Enfin, si la chirurgie de retrait est impossible (en raison de problèmes de santé liés au patient), un autre traitement anticancéreux est utilisé, la radiothérapie . Comme la chimiothérapie, elle réduit également le nombre de cellules sanguines inefficaces.

Effets secondaires

chimiothérapie

Destruction des globules blancs; effets toxiques sur le coeur

Enlèvement chirurgical

Infections faciles; thrombose veineuse

radiothérapie

Exposition aux radiations de haute énergie; fatigue; irritation de la peau

L'INIBITEUR DU GENE JAK2

L'inhibiteur délétère du gène JAK2 est un médicament récemment découvert et récemment approuvé, appelé ruxolitinib . Ce type de traitement est appliqué dans les cas de myélofibrose primitive, pour lesquels la mutation génétique de JAK2 a été découverte.

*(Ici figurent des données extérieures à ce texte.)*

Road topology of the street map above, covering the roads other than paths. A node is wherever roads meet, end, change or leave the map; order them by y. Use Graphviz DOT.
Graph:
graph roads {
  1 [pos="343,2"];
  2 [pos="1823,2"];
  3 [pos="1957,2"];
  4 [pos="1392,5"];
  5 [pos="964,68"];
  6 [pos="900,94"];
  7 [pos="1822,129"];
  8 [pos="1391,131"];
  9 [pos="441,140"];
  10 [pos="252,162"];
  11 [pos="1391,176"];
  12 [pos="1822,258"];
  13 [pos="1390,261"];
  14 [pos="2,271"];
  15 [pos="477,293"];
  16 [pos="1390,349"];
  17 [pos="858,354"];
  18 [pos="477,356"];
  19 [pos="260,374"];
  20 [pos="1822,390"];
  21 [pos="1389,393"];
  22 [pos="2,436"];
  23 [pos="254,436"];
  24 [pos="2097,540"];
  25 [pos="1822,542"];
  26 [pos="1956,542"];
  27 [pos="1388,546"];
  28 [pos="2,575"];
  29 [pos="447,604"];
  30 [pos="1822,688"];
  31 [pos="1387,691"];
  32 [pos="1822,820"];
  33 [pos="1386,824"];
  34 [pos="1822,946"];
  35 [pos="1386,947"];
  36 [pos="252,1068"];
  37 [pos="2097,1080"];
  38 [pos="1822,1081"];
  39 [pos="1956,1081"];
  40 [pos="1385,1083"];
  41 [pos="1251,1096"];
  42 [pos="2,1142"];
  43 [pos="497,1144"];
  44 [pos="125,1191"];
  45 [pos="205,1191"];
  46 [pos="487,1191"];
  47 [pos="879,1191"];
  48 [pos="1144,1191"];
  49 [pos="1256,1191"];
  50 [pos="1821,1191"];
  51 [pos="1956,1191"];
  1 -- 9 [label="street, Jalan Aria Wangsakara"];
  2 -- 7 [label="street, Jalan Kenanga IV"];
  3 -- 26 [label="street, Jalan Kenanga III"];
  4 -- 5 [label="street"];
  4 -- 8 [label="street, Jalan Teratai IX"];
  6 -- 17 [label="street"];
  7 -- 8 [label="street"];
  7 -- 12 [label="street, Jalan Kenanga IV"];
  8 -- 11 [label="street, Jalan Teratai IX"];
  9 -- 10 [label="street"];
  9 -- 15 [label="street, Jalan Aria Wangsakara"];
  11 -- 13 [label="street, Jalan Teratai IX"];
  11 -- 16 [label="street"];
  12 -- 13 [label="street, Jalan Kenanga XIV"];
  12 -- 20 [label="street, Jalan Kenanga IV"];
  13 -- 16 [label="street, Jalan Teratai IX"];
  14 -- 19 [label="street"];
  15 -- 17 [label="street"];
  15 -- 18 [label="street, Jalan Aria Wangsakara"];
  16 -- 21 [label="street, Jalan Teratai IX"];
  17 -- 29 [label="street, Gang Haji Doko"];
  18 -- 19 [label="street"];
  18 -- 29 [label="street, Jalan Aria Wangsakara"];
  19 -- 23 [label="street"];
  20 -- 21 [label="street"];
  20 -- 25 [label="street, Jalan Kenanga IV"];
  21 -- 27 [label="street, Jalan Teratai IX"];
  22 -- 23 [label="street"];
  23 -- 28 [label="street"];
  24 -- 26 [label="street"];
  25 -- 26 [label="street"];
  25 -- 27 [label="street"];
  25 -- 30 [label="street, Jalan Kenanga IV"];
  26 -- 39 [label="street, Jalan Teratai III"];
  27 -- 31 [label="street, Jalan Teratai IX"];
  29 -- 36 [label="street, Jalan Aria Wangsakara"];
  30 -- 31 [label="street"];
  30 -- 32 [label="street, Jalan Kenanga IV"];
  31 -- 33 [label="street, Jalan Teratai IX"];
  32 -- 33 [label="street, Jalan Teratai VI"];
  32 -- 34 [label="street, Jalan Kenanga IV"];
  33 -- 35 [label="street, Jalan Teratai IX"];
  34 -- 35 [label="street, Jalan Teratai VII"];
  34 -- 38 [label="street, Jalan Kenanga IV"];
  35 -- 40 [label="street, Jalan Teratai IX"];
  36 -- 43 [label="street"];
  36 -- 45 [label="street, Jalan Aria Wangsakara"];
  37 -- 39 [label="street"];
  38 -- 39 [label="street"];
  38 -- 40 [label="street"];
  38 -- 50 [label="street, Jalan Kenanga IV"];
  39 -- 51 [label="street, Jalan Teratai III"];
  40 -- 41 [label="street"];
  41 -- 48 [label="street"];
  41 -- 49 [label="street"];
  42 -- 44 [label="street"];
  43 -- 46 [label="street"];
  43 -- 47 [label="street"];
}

LE BONE MIDOLLO TRANSPLANT

Par greffe de moelle osseuse, nous entendons une greffe allogénique (c'est-à-dire d'un donneur compatible) de cellules souches hématopoïétiques .

Il s’agit d’une procédure thérapeutique plutôt invasive et non exempte de risque, si bien qu’elle ne s’applique que si elle est strictement nécessaire.

pronostic

Le pronostic lié à la myélofibrose varie d'un patient à l'autre.

C'est bon pour ceux qui répondent discrètement au traitement. Au contraire, il est négatif pour ceux qui, malheureusement, n’obtiennent pas d’avantages thérapeutiques appréciables.

Dans les deux cas, toutefois, la qualité de vie est affectée, puisqu'un individu atteint de myélofibrose doit en permanence prendre des médicaments et surveiller son état de santé par des examens périodiques.